What’s the greatest strength of the collaborative process? You’re not going to court. There are two aspects to not going to court. First, you and your team of professionals are motivated to keep the process amicable and respectful so it can be resolved out of court. Second, the exclusion clause in the contractual participation agreement excludes all the professionals (lawyers, family and financial experts) from going to court, which encourages everyone’s utmost commitment to settlement.
So what’s the greatest weakness of the collaborative process? Sometimes, it’s that same exclusion clause. When collaborative process is unsuccessful despite all-round best efforts, you and your spouse have to start all over again with a new team of professionals.
We call this the “strength-weakness” dilemma.
Many separating spouses really don’t want that. You trust your team. You and your team of professionals have worked hard to deal with the separation. You’ve sunk money in collaborative process. And now, just because the two of you can’t agree about a particular “problem”, the process is terminated before you get to a final separation agreement.
What kind of problem? Sometimes the problem may be small, and sometimes it may be big. Maybe a dispute about value of assets for equalization of net family property, or income from a business for support purposes. Whether a “pre-nup” or some part of a kitchen table separation agreement should be upheld, now that you know more about your legal rights. Maybe one of you needs a quick decision about whether it’s OK to move, before you lose a job opportunity. Which means you need to know if you can take the kids. Either way the problem prevents you and your spouse making it to the end of the pathway (i.e. a final collaborative separation agreement).
How might we expand the concept of collaborative process to help couples make it all the way to the end of the pathway, when all else looks impassable and heading towards termination?
One answer is to find a way to expand the concept of the collaborative process to create a safe container with a timely decision. After all, how can collaborative be truly collaborative if one person could effectively “win” just by stalling or strategically refusing to agree?
Alternative “out of court” processes, such as mediation and arbitration provide an option. A mediation/arbitration clause right in the participation agreement may be the answer. We can modify the participation agreement to provide for mediation at stubborn impasse and also set a time line if arbitration is necessary.
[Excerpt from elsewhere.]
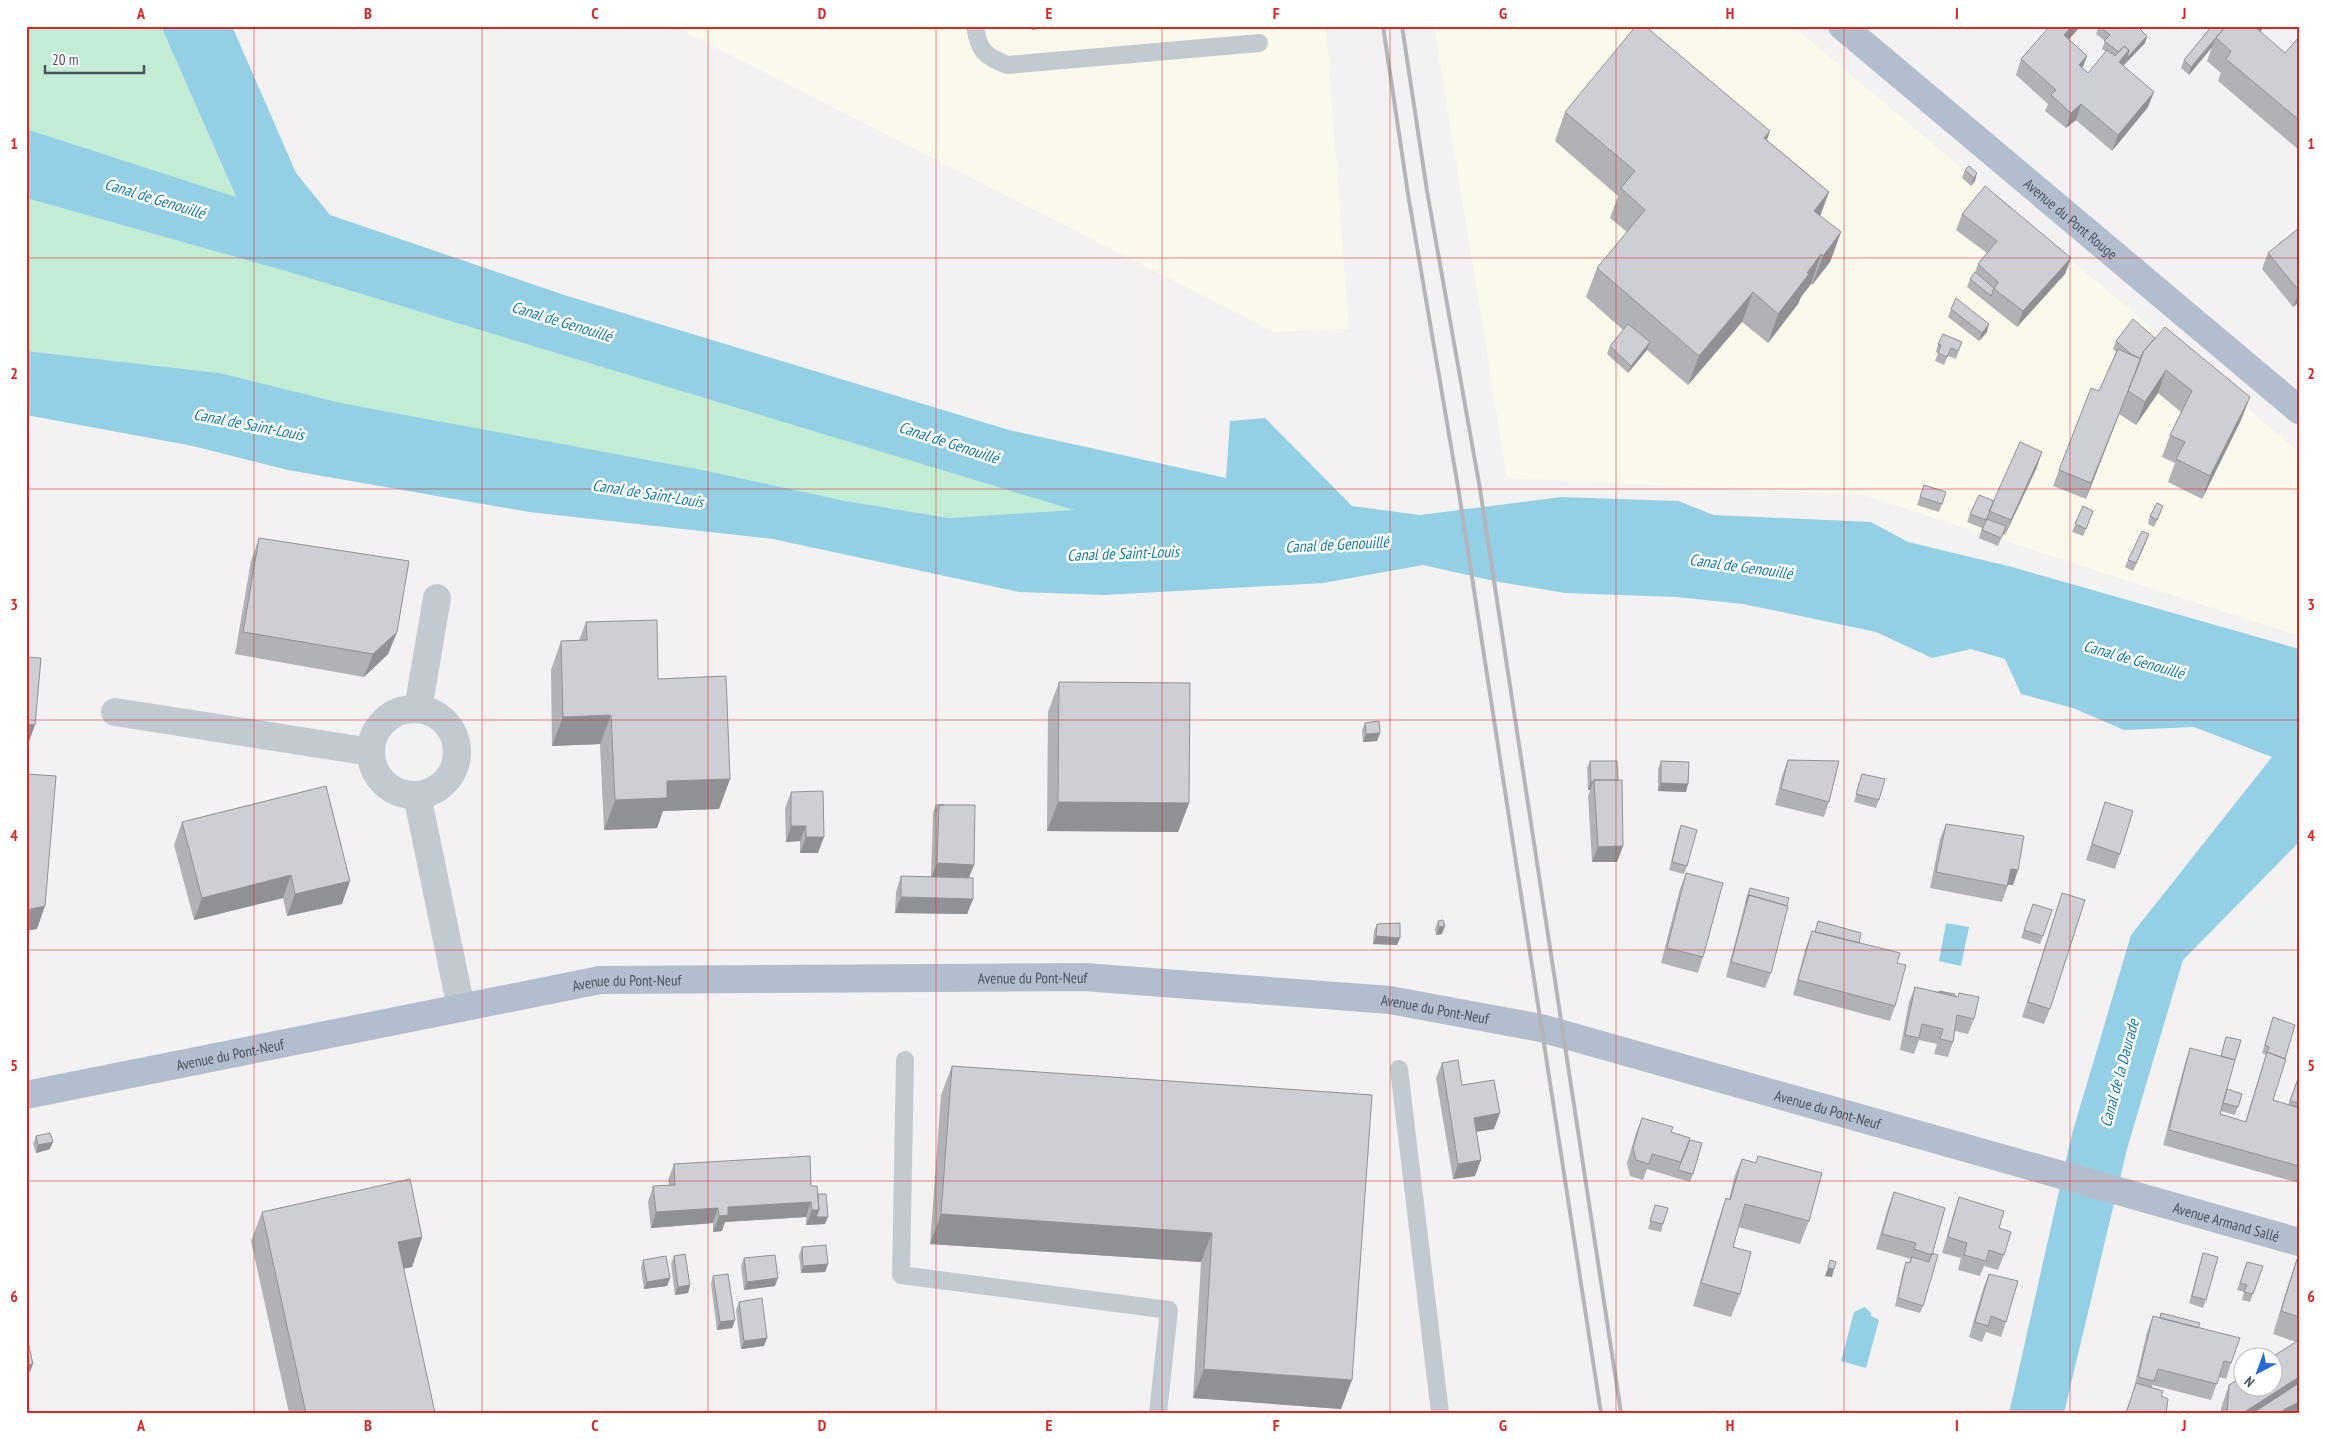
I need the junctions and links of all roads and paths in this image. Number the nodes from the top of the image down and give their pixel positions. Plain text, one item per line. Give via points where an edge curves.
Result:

Arbitration isn’t court. It’s another kind of alternate dispute resolution. So in the arbitration, your lawyer can still act for you. Your spouse’s lawyer can act too. And we can consider the best method for your experts to put forward the expert opinion evidence they’ve developed for you. The arbitrator will make a binding decision for you on the specific roadblock issue when you and your spouse ask them to do so.
Arbitration as part of collaborative process is a relatively new concept. Not every collaborative professional will be comfortable with arbitration. If you think you might need mediation or arbitration to stay out of court, tell us. And when you meet with your collaborative team members, ask them: are you prepared to support me in an arbitration?
Ellen Anderson at Anderson Adams Lawyers ( email@example.com) and Brett Degoldi at Galbraith Family Law (firstname.lastname@example.org) are two lawyers who recognize that every family is unique. They are prepared to help you design your collaborative process to include mediation and arbitration if that’s the approach you want to choose.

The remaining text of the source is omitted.